Un mien collègue s’est vu proposé « aller au travail » par le GPS de son téléphone Androïd, alors même qu’il n’avait jamais déclaré son lieu de travail sur ce dernier : sa simple position géographique corrélée à des horaires a permis aux trackers de Google de déterminer « maison » et « travail » .

Tout ça pour vendre de la publicité ciblée.

Et savez-vous ce qu’ils en font et à qui ils les revendent ? Moi non plus, et cela m’inquiète : qui vous certifie que votre profil médical ou fiscal resteront confidentiel ? Ce que vous refuseriez de donner à un État en l’estimant, à juste titre, totalitaire, vous le donnez sans vous poser de questions quant aux tenants et aboutissants aux publicitaires (et aussi à l’État étazunien).

Last but not least

Depuis que j’ai disparu des radars des publicitaires, je ne reçois plus de mails non sollicités émanant de sociétés françaises que je ne connais pas, indiquent m’écrire suite au partenariat avec je ne sais qui  et qui me demandent de me désinscrire de leur liste pour ne plus être importuné : il n’y a plus de croisement de données, donc plus de spams.

Par ailleurs, le chargement des pages web est beaucoup plus rapide une fois les requêtes expurgées de tout le superflu : c’est très sensible sur les connexions un peu lentes.

Oui mais… Beaucoup de sites vont mourir sans publicité !

Vos visiteurs sont vos produits, pas vos clients. Déclarer la guerre à ses produits n’a aucun sens. Si votre modèle économique ne fonctionne pas, il est mauvais. Vos produits ne sont pas responsables de vos choix stratégiques ni n’ont aucune obligation de télécharger l’intégralité du contenu que vous proposez sur vos pages.

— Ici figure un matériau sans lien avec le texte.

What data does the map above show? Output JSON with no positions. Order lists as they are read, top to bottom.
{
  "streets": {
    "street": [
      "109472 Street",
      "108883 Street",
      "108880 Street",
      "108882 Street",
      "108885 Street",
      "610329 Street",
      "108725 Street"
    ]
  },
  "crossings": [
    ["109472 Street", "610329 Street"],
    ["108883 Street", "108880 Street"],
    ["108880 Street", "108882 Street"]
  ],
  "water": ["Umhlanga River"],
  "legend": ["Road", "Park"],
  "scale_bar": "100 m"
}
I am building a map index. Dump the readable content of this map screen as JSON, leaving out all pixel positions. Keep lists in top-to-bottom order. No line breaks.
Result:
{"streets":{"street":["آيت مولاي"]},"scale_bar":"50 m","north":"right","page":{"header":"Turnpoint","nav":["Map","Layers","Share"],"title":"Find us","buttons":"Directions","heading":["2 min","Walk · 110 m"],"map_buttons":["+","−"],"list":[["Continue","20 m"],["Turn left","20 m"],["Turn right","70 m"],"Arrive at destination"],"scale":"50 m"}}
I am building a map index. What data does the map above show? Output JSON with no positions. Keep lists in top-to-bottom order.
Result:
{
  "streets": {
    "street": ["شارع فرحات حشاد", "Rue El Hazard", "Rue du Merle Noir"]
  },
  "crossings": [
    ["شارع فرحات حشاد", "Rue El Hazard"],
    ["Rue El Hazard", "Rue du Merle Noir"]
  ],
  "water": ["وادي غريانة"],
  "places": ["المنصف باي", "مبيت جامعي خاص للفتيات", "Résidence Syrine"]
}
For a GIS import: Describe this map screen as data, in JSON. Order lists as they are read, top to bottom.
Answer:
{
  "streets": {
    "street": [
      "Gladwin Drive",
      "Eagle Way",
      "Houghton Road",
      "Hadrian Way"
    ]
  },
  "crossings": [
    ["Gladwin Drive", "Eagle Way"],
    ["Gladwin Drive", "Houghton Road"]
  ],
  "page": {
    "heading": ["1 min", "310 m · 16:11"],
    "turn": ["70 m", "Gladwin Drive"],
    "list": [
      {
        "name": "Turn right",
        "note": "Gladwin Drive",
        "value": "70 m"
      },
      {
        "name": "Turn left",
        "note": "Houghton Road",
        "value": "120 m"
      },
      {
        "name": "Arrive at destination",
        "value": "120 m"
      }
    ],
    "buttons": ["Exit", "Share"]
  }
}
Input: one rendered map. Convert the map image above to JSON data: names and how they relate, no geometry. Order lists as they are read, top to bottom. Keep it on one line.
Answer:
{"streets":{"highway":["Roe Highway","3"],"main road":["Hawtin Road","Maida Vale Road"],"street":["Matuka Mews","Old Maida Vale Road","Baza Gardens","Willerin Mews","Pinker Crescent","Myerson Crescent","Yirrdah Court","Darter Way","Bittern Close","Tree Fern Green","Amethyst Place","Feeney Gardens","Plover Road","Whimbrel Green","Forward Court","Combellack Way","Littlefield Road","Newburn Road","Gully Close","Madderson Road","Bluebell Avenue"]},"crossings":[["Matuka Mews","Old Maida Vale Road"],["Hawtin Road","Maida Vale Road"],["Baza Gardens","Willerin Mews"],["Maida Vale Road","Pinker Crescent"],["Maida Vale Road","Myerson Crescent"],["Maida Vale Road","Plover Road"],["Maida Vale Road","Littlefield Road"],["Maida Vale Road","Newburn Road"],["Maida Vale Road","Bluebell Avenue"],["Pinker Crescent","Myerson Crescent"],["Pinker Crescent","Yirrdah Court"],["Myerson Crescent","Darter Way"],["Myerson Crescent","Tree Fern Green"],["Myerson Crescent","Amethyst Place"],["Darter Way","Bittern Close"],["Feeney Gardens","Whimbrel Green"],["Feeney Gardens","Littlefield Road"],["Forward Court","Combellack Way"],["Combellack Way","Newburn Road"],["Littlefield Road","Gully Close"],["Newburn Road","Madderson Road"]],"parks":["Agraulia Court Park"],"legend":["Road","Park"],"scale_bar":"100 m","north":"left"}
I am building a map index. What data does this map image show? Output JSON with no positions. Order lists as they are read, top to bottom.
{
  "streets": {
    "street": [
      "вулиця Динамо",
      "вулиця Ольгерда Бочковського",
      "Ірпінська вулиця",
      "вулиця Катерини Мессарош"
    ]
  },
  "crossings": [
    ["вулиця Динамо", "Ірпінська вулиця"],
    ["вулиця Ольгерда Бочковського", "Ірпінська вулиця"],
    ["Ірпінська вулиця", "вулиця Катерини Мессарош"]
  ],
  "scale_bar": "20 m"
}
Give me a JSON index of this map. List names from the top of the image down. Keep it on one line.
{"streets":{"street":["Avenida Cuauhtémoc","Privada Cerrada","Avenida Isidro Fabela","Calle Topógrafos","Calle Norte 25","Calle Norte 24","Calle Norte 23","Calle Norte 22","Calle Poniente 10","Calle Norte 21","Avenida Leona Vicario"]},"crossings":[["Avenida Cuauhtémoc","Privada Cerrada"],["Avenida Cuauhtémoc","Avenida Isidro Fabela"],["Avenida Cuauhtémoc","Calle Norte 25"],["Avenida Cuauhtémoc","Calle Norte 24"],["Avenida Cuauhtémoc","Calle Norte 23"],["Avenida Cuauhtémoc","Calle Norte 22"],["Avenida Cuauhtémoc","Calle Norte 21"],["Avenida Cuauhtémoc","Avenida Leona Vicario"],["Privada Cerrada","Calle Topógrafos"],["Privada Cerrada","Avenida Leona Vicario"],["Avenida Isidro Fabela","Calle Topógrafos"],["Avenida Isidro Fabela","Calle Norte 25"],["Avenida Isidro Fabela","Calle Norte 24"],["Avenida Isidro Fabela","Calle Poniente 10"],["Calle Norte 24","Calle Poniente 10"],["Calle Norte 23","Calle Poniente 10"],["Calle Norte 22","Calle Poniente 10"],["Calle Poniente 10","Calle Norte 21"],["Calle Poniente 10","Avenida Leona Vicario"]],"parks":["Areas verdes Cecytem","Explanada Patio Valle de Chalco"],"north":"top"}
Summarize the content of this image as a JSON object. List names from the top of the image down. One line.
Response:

Ce n’est pas en les admonestant comme des gosses mal élevés que votre modèle économique deviendra meilleur.

Restent deux possibilités : ou le nombre d’internautes visitant votre site et utilisant Adblock est négligeable et il n’y a aucune raison de leur déclarer la guerre, ou ce nombre devient trop important, et il va falloir réfléchir à un nouveau modèle économique.

Soyons clair : pour la plupart des sites, il sera difficile voire impossible de transformer leurs produits en clients par le biais du modèle payant traditionnel (par abonnement mensuel ou annuel) : ce modèle convient à des sites à forte valeur ajoutée, pas à des sites dont le contenu n’est pas assez exclusif pour justifier un abonnement : l’offre est pléthorique et l’information souvent redondante, c’est le principe du web.

Je suis personnellement abonné à l’excellentissime Arrêt sur Images ainsi qu’à PCInpact pour son contenu rédactionnel et l’absence de publicités pour ses abonnés. Je tenterais bien MediaPart si la procédure de résiliation n’était pas aussi compliquée. Et ça n’ira pas beaucoup plus loin.

Une solution serait de s’orienter vers un système mutualisé de micro-paiement, lequel permettrait de laisser le choix aux internautes entre une visite gratuite avec pub ou le paiement de quelques dixièmes de centimes à quelques centimes par article ou session de xx minutes (compensant en gros, l’équivalent de l’apport publicitaire), par le biais d’un porte-monnaie électronique. Des sommes absolument indolores, prélevées plus ou moins automatiquement à partir d’un portail unique pour l’ensemble des sites concernés.

C’est, à mon sens et en l’absence de toute forme de déontologie dans le milieu publicitaire, la seule porte de sortie. Mais je peux me tromper.

4 réflexions au sujet de « Adunblock, une mauvaise réponse à un problème mal posé »

  1. Jean-philippe

    La solution que tu proposes en fin d’article est prévu dans un futur proche pour AdUnblock. Malgré ça, et tu sembles en être conscient, les internautes prêt à payer un montant même faible sont largement minoritaires. Tout le monde n’est pas au fait comme toi de ces problématiques de monétisation des sites et on se retrouve donc très souvent avec des discours violents du style « je bloque, si t’es pas content crève » …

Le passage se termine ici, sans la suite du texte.